Hi, I think I have a shape bug in my code but I can’t figure out what’s wrong. Basically, when I run sample_prior_predictive()
I am getting n
times the number of expected number of samples where n
is the number of groups.
So for example in this MWE, I expected to get 4 (number of groups) * 500 (number of samples requested) = 2000 samples. But I am getting 4 copies for each sample => 8000 total samples.
import pymc3 as pm
import arviz as az
import numpy as np
import pandas as pd
coords = {
'region': ['north', 'east', 'south', 'west'],
'obs_id': np.arange(3 * 4)
}
np.random.seed(0)
df = pd.DataFrame({
'region': np.repeat(coords['region'], 3),
'value': np.array([np.random.normal(loc=x, scale=[1], size=(3)) for x in [10, 11, 12, 15]]).reshape(-1)
})
region_labels, region_levels = pd.factorize(df['region'])
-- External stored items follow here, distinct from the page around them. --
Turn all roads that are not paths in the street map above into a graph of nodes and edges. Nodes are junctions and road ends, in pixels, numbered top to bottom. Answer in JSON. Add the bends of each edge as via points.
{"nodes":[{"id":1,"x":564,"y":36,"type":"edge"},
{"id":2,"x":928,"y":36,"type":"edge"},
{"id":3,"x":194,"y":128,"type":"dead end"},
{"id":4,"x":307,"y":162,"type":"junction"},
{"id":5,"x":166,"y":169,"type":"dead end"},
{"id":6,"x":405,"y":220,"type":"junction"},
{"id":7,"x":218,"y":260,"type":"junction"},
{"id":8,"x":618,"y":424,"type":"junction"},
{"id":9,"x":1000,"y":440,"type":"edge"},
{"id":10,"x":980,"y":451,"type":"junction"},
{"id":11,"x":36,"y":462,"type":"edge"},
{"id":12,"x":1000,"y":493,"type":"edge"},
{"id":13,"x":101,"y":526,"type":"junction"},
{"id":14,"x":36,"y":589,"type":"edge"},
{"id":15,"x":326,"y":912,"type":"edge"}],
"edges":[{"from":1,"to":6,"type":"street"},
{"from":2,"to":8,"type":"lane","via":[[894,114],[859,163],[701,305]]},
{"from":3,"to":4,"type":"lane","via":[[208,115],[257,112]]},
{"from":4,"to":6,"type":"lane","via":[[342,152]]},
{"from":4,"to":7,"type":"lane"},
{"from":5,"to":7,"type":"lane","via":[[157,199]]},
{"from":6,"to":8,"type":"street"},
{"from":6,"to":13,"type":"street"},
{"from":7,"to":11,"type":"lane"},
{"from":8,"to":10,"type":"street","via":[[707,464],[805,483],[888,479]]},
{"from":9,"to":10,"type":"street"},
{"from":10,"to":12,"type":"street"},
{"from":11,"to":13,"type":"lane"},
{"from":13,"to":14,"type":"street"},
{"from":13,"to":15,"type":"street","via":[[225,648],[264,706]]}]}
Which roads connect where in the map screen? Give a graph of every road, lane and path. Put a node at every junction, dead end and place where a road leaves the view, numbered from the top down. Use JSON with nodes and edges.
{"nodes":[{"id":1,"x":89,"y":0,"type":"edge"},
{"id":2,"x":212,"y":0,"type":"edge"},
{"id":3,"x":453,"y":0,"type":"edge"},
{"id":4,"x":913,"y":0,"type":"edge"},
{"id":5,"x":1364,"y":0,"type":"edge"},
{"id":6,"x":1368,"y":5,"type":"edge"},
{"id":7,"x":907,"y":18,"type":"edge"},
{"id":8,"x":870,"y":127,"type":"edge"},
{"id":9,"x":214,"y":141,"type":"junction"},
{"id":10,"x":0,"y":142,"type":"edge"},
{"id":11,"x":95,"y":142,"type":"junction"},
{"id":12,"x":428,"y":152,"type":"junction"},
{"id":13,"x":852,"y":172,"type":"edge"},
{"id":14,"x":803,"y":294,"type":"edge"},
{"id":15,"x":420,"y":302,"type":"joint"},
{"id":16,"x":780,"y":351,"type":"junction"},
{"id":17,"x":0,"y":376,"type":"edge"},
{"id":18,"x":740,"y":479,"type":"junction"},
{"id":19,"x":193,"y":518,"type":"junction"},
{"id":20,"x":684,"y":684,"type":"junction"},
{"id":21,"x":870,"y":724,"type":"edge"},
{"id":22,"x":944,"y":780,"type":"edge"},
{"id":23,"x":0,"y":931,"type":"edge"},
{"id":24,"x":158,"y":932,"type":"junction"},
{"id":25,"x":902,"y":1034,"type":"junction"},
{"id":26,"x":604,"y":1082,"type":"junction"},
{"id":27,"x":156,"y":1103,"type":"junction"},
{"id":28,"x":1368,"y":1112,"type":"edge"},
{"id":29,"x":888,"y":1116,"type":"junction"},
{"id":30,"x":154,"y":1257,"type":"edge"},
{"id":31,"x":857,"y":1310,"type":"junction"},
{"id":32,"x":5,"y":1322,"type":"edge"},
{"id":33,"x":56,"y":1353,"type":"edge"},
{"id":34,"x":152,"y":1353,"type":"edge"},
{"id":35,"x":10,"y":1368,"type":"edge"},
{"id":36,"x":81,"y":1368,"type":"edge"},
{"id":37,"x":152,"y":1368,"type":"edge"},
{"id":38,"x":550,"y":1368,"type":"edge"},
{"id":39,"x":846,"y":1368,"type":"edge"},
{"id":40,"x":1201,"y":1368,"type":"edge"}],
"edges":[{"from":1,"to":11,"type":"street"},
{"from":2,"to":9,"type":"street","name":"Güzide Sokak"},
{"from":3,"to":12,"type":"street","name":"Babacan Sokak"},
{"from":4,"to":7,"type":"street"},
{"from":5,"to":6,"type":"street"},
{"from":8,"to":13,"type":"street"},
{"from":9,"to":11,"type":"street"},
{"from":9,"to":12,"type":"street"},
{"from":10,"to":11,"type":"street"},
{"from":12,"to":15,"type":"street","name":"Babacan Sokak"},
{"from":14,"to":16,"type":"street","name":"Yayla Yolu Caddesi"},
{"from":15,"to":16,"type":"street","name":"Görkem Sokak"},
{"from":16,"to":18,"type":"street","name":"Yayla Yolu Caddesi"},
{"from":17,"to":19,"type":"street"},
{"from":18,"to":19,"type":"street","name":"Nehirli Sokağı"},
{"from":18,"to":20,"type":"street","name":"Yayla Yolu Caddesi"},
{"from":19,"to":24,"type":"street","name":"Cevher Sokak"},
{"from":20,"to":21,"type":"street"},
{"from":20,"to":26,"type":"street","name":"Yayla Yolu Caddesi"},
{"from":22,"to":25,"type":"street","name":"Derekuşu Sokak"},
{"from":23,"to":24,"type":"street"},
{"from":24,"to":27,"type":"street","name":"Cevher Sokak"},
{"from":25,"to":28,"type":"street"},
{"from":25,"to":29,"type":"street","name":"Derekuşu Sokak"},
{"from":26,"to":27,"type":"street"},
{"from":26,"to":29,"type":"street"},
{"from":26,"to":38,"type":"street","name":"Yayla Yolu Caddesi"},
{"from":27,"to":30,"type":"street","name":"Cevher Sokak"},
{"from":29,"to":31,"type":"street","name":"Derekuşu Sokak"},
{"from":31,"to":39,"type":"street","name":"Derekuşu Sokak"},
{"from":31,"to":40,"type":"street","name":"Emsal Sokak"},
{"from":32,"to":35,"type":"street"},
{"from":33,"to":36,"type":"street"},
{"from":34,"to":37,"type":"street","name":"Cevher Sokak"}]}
with pm.Model(coords=coords) as unpooled_model:
region_idx = pm.Data('region_idx', region_labels, dims='obs_id')
region_mu = pm.Exponential('region_mu', 0.001, dims='region')
pooled_sigma = pm.Exponential('sigma', 1 / 100)
item_mu = region_mu[region_idx]
y = pm.Normal('y', item_mu, sigma=pooled_sigma, observed=df['value'], dims='obs_id')
prior_checks = pm.sample_prior_predictive(samples=500, random_seed=0)
idata_prior = az.from_pymc3(prior=prior_checks)
df_prior_samples = idata_prior.prior.to_dataframe()
print(df_prior_samples.shape)
df_prior_samples
However, if I change region_mu = pm.Exponential('region_mu', 0.001, dims='region')
to pm.Normal
then I’d get 2000 samples as expected. I played around different distributions and found that only Normal works the way I expected. For example, Gamma, ChiSquared, Uniform, etc. all give me 8000 samples (so this is not an issue of number of parameters of the distributions). Can someone help me understand the reason how this works? Thank you!